Dating back to the last Vedic era, The Upanishads can be described as Hindu philosophical texts that played an influential role in the Hindu philosophy that exists today. They are the latest section of Hinduism's longest surviving scriptures, and they comprise themes around meditation, metaphysics, conscious experience, and epistemological knowledge; early sections of the Vedas speak of mantras, sacramentals, ritualistic practices, ceremonies, and ultimate sacrifice. The Upanishads are considered one of the most significant works in the history of Indian religions and society. They record a wide range of "rites, incarnations, and esoteric knowledge" that deviate from Vedic ritualism and are construed in different ways in today’s religious traditions.
The Categorization of the Upanishads
Since the Upanishads are one of the most important spiritual texts in Hindu traditions, they have been translated and compiled in various languages, including Bengali. The different divisions of the Upanishads have been translated and kept in reverence in Bengali traditions. These divisions are:
Muktika Canon (The Major and Minor Upanishads)
Over 200 recognized Upanishads have been recorded in recent history, which is further categorized based on the themes these texts deal with. These include
Shaktism (goddess Shakti), Sannyasa (renunciation, monastic life), Shaivism (god Shiva), Vaishnavism (god Vishnu), Yoga, and Samanya (often referred to as Samanya-Vedanta).
The Principal Upanishads, otherwise called the Mukhya Upanishads are divided based on the timeframes they were composed in. Brihadaranyaka and the Chandogya have been recorded as the earliest periods of the Principal Upanishads. Every one of the major Upanishads is affiliated with one of the four Vedic exegesis schools (shakhas). Over the years, the emergence of many Shakhas has been noticed, however only a few still remain. The Principal Upanishads comprise Aitareya, Chandogya, Kena, Katha, Taittiriya, Isha, Bṛhadāraṇyaka, Mandukya, Mundaka, and Prashna Upanishad. The Principal Upanishads discuss atman, religion, karma, and rebirth. They also give the term ‘Upanishad’ its meaning.

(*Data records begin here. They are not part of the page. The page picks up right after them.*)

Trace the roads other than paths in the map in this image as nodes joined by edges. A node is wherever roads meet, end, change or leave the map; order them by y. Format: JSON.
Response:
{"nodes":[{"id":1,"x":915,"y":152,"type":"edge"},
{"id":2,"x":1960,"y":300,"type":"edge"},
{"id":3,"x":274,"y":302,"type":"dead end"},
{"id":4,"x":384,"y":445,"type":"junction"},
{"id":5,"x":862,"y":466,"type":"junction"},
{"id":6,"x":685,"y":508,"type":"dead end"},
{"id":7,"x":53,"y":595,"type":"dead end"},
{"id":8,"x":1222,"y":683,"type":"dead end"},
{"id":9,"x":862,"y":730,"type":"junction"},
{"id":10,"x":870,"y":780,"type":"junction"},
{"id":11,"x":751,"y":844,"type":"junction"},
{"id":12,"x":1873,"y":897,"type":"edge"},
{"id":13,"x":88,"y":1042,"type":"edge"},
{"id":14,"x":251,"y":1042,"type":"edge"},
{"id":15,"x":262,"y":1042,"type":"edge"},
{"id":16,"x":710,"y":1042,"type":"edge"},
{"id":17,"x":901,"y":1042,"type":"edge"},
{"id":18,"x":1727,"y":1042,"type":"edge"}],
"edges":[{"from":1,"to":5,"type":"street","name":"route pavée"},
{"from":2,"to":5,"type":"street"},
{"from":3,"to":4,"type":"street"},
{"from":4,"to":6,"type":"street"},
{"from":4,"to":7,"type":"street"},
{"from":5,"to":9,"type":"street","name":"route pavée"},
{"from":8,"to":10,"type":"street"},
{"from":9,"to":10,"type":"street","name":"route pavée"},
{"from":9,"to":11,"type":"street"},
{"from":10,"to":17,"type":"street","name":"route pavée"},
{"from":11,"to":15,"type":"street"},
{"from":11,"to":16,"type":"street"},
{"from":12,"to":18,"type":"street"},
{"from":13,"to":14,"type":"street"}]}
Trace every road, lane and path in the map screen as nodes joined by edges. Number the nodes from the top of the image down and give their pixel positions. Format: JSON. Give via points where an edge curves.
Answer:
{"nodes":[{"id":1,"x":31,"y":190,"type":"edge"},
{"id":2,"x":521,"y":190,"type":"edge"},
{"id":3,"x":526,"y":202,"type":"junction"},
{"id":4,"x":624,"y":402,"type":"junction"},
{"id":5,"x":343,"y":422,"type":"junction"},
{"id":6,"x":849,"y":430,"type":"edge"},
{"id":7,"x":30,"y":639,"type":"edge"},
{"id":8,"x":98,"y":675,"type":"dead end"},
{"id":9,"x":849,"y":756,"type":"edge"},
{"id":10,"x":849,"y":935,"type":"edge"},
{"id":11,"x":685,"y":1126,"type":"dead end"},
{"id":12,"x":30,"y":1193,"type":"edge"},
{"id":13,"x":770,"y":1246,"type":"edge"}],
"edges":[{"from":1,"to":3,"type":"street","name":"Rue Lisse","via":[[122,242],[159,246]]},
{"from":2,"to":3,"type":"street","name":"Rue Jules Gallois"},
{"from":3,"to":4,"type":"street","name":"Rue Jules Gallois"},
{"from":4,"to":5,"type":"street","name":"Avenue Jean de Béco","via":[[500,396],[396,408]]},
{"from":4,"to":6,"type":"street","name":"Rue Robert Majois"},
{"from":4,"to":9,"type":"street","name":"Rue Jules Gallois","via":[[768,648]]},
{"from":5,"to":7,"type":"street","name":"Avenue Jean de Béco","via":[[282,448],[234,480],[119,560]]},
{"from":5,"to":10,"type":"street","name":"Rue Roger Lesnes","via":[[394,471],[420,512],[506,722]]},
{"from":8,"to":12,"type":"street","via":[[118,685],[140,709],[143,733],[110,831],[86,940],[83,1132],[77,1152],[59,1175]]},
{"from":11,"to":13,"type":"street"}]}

Apart from the 108 texts in the Muktika scriptures, new Upanishads proceeded to be produced throughout the early modern and modern eras, often interacting with subjects unrelated to the Vedas. The translations of these texts also gained recognition from Western audiences.
The Upanishadic period was distinguished by a diversity of worldviews. While some Upanishads are considered "monistic," others, such as the Katha Upanishad, are considered "dualistic."
Q1. What are the main philosophies behind the Upanishads?
The Upanishads depict an interrelated universe with a solitary, unifying principle underpinning the evident diversity of the cosmos, any expression of which is referred to as Brahman. The Upanishads speak of that brahman dwells in the atman, the enduring core of the human individual, in this sense.
Q2. Why are the Upanishads also called the Vedanta?
In Sanskrit, Vedanta refers to the "conclusion" (anta) of the Vedas, India's oldest consecrated literature. It pertains to the Upanishads, which were extrapolations of the Vedas, as well as the school that arose from the study of the Upanishads (Mimamsa).